いきなり何を言い出すのだろうか……何と返事をしたらいいか迷い、頬を赤く染めながらまゆっちから視線を逸らす。
「あ……で、でもそういうのってさ……なんというか、ほら!私たち女の子同士だし。だからその、愛してるとか、愛してないとかは違――――」
伊予の目の前に急接近するまゆっち。伊予の両手を握るように取り、まゆっちは迫った。
少し恐怖を感じる……伊予は後退り、背中が側にあった樹にぶつかる。
「ま……まゆっち?」
「伊予ちゃん……」
まゆっちの息が、伊予にかかる。初めて、優しいまゆっちの表情が“怖い”と感じてしまった。まゆっちは伊予に迫ったまま続ける。

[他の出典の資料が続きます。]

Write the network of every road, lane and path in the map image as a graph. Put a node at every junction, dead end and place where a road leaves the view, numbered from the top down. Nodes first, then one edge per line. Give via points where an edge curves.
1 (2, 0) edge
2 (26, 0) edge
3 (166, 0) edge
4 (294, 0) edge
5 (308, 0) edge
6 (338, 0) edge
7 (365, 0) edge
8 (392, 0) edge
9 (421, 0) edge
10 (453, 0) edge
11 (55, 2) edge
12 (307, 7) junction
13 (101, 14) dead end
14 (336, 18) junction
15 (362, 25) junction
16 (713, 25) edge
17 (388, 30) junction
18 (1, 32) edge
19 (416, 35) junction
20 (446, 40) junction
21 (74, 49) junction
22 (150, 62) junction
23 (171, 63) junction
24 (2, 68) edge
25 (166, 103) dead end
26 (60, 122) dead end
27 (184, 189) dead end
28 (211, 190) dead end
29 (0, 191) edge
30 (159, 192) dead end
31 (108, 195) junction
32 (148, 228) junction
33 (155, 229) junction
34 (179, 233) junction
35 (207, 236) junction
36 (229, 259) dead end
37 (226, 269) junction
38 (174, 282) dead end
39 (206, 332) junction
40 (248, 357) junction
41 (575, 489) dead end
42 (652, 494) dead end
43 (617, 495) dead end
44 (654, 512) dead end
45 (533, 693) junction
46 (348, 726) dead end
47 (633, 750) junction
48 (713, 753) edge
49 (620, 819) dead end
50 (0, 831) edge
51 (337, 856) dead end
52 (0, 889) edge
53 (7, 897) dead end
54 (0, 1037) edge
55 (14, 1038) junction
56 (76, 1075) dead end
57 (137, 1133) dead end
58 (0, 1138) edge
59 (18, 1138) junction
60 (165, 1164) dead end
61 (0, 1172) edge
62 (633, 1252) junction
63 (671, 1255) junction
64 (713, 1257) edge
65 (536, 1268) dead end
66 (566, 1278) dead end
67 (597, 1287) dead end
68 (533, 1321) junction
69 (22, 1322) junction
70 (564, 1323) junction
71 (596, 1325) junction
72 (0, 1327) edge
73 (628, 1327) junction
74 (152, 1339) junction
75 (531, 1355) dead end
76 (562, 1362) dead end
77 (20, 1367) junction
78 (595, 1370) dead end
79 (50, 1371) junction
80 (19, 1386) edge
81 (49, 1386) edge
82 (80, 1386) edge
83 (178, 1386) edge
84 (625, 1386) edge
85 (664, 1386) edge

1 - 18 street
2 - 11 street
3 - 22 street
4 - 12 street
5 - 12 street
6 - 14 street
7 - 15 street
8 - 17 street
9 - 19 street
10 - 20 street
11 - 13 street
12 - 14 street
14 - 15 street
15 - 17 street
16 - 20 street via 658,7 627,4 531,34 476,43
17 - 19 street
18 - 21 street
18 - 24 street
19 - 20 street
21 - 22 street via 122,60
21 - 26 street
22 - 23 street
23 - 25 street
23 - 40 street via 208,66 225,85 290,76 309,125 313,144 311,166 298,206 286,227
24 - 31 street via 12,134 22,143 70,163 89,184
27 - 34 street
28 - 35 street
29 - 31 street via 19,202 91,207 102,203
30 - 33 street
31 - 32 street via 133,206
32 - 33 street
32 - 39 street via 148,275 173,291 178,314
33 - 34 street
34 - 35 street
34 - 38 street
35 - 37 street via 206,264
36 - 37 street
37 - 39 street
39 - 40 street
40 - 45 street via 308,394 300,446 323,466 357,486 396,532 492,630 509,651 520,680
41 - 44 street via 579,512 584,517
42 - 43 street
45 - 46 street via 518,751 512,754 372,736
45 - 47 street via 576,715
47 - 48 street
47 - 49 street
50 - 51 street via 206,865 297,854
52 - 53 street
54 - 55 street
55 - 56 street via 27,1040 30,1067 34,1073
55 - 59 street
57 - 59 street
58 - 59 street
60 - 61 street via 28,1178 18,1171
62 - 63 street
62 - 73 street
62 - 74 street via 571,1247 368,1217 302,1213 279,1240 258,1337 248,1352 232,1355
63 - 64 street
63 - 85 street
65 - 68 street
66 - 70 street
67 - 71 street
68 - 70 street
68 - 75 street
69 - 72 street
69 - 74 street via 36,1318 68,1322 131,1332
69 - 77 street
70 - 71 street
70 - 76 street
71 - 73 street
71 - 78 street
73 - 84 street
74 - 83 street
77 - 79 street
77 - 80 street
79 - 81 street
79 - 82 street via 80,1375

「伊予ちゃん……大好きです。優しい所も、小動物みたいに和菓子を食べる所も、全部……」
まゆっちの手がまるで蛇のように動き、伊予の胸元に優しく手を置く。そして伊予の耳元でそっと囁いた。
「全部―――――私だけのものにしたい」
「………!?」
伊予の胸元に置かれたまゆっちの手が爪を立てて、無造作に伊予の制服を引き剥がした。下着ごと剥がされ、素肌が露わになる。
独占欲。伊予の心が恐怖で支配されていく。悲鳴を上げることすらできず、震えることしかできない。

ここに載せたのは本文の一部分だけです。